Skip to content

Versioning and snapshots

Implementation in src/bqemulator/versioning/. See ADR 0009.

Snapshot layer

Every DDL/DML against a table triggers a snapshot capture (before the change) via snapshots.py:

CREATE TABLE "_bqemulator_snapshots"."<iso_ts>_<proj>_<dataset>_<table>"
AS SELECT * FROM "<proj>__<dataset>"."<table>";

The catalog records the snapshot and its snapshot_time. Snapshots older than time_travel_retention_days are garbage-collected by a periodic task.

Time travel

time_travel.py rewrites FOR SYSTEM_TIME AS OF <ts> to read from the most recent snapshot whose snapshot_time <= <ts>. If no such snapshot exists (e.g. outside retention), the query errors with OutOfRange: Invalid snapshot time.

Explicit snapshots

CREATE SNAPSHOT TABLE base.ref CLONE src.table uses the same snapshot mechanism but marks the result expires = NULL, so retention GC skips it.

Clones

clone.py implements CREATE TABLE new CLONE src as a CTAS to a new schema.
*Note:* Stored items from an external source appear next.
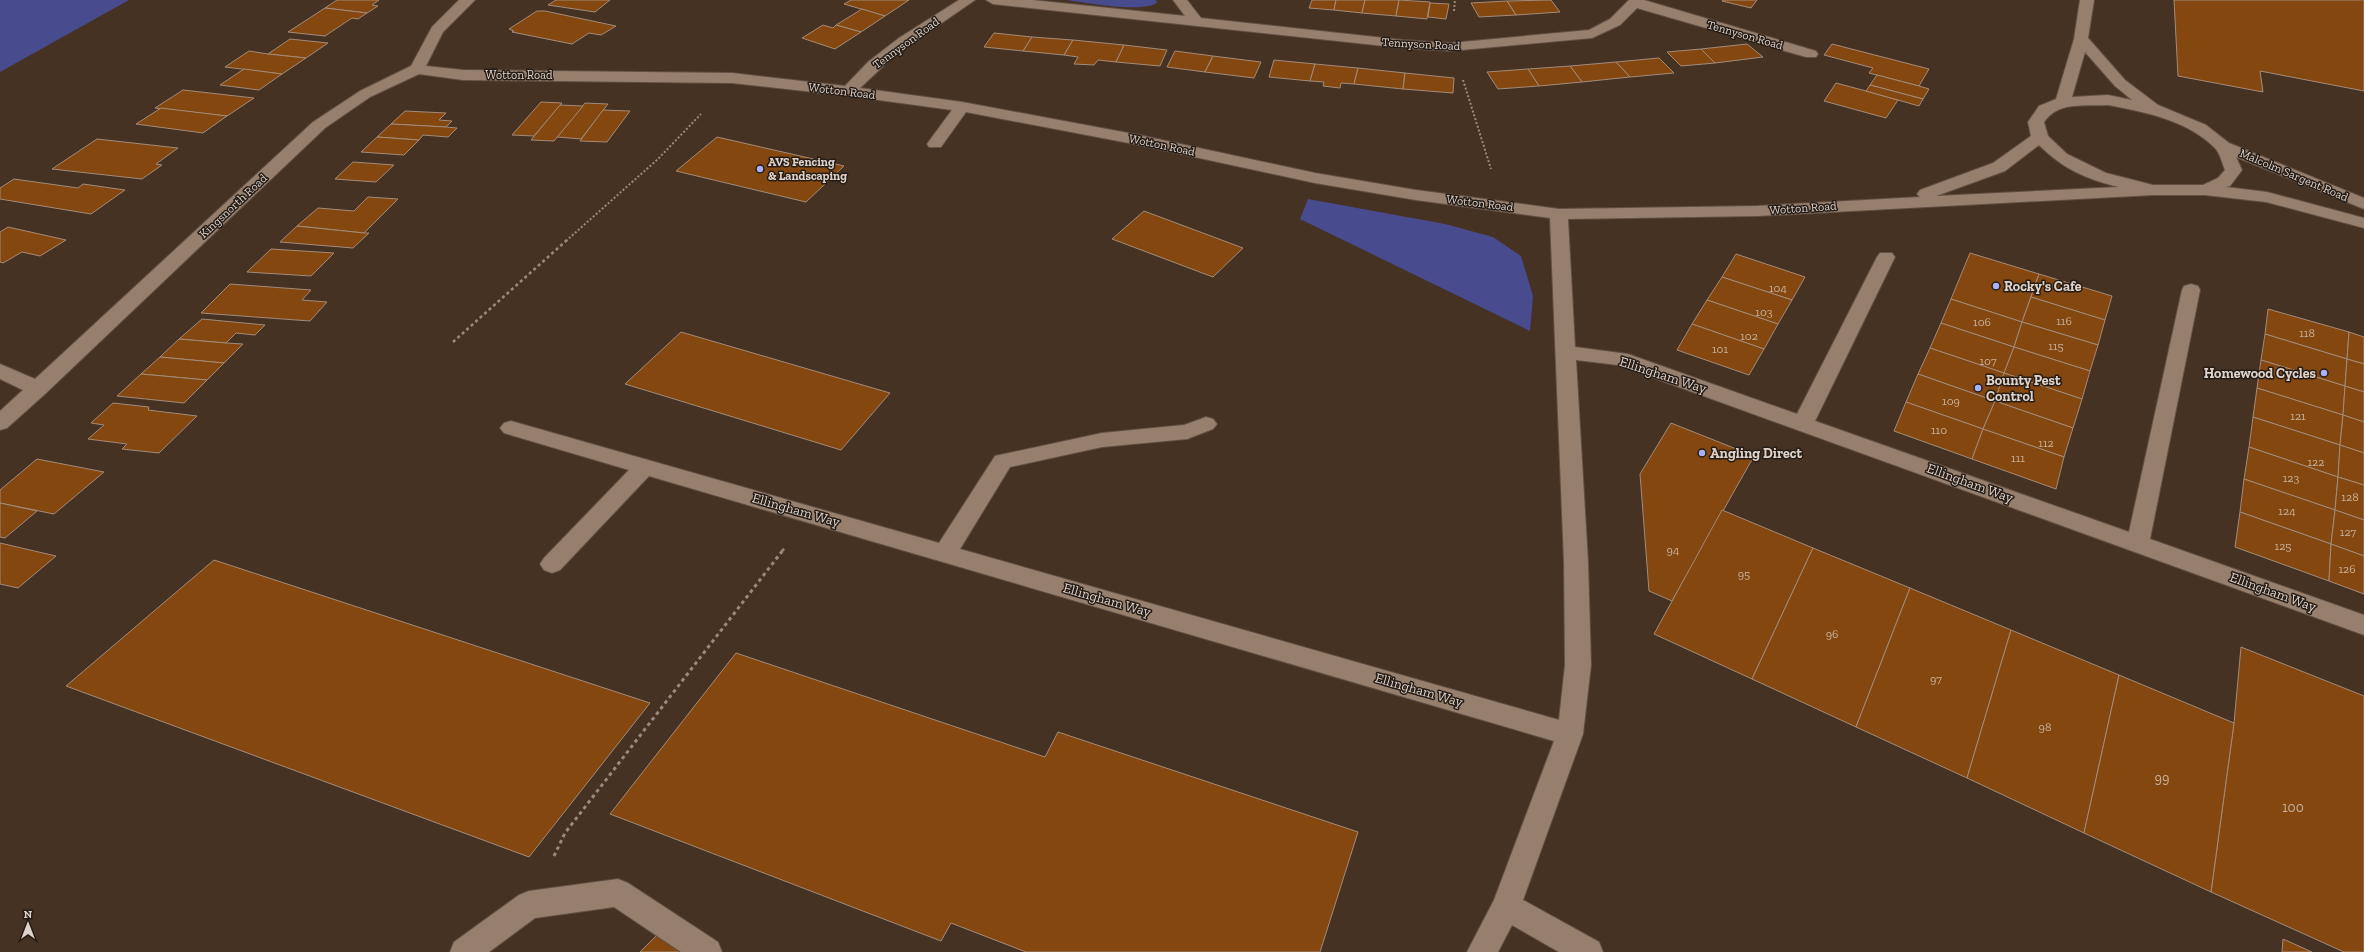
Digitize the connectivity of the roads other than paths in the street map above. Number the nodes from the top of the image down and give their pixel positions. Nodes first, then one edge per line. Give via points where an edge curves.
1 (468, 0) edge
2 (968, 0) edge
3 (993, 0) edge
4 (1180, 0) edge
5 (2087, 0) edge
6 (1636, 2) edge
7 (1197, 22) junction
8 (2081, 39) junction
9 (1811, 54) dead end
10 (417, 69) junction
11 (849, 91) junction
12 (2063, 102) junction
13 (962, 107) junction
14 (2154, 109) junction
15 (2040, 137) junction
16 (935, 144) dead end
17 (2223, 146) junction
18 (2153, 190) junction
19 (2205, 190) junction
20 (1906, 202) junction
21 (2364, 204) edge
22 (1559, 214) junction
23 (2364, 223) edge
24 (1886, 257) dead end
25 (2191, 290) dead end
26 (1566, 352) junction
27 (0, 371) edge
28 (38, 389) junction
29 (0, 423) edge
30 (1803, 423) junction
31 (1206, 424) dead end
32 (511, 428) dead end
33 (645, 466) junction
34 (2138, 543) junction
35 (945, 553) junction
36 (552, 564) dead end
37 (2364, 625) edge
38 (1570, 734) junction
39 (1506, 906) junction
40 (465, 952) edge
41 (707, 952) edge
42 (1482, 952) edge
43 (1588, 952) edge

1 - 10 street via 436,28
2 - 11 street, Tennyson Road via 889,54
3 - 7 street, Tennyson Road
4 - 7 street
5 - 8 street
6 - 7 street, Tennyson Road via 1615,22 1592,34 1452,47
6 - 9 street, Tennyson Road
8 - 12 street
8 - 14 street, Wotton Road via 2120,82
10 - 11 street, Wotton Road via 463,75 732,78
10 - 28 street, Kingsnorth Road via 365,94 319,125
11 - 13 street, Wotton Road
12 - 14 street, Wotton Road via 2108,100
12 - 15 street, Wotton Road via 2045,109 2036,122
13 - 16 street
13 - 22 street, Wotton Road via 1139,140 1315,178 1416,195
14 - 17 street, Wotton Road via 2200,128
15 - 18 street, Wotton Road via 2061,158 2100,177
15 - 20 street, Wotton Road via 1999,167
17 - 19 street, Wotton Road via 2234,170 2224,182
17 - 21 street, Malcolm Sargent Road
18 - 19 street, Wotton Road
18 - 20 street, Wotton Road
19 - 23 street, Malcolm Sargent Road via 2267,197
20 - 22 street, Wotton Road via 1757,211
22 - 26 street
24 - 30 street
25 - 34 street
26 - 30 street, Ellingham Way via 1622,359
26 - 38 street via 1578,665
27 - 28 street
28 - 29 street, Kingsnorth Road
30 - 34 street, Ellingham Way
31 - 35 street via 1187,432 1102,440 1003,461
32 - 33 street, Ellingham Way
33 - 35 street, Ellingham Way
33 - 36 street
34 - 37 street, Ellingham Way
35 - 38 street, Ellingham Way
38 - 39 street
39 - 42 street
39 - 43 street
40 - 41 street via 529,905 618,893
Storage is not physically shared (DuckDB has no COW) but the semantics match.

Materialized views

materialized_views.py maintains a dependency graph in the catalog. TableDataChanged events on a base table trigger REFRESH of all MVs that transitively depend on it. Explicit REFRESH MATERIALIZED VIEW forces immediate recomputation.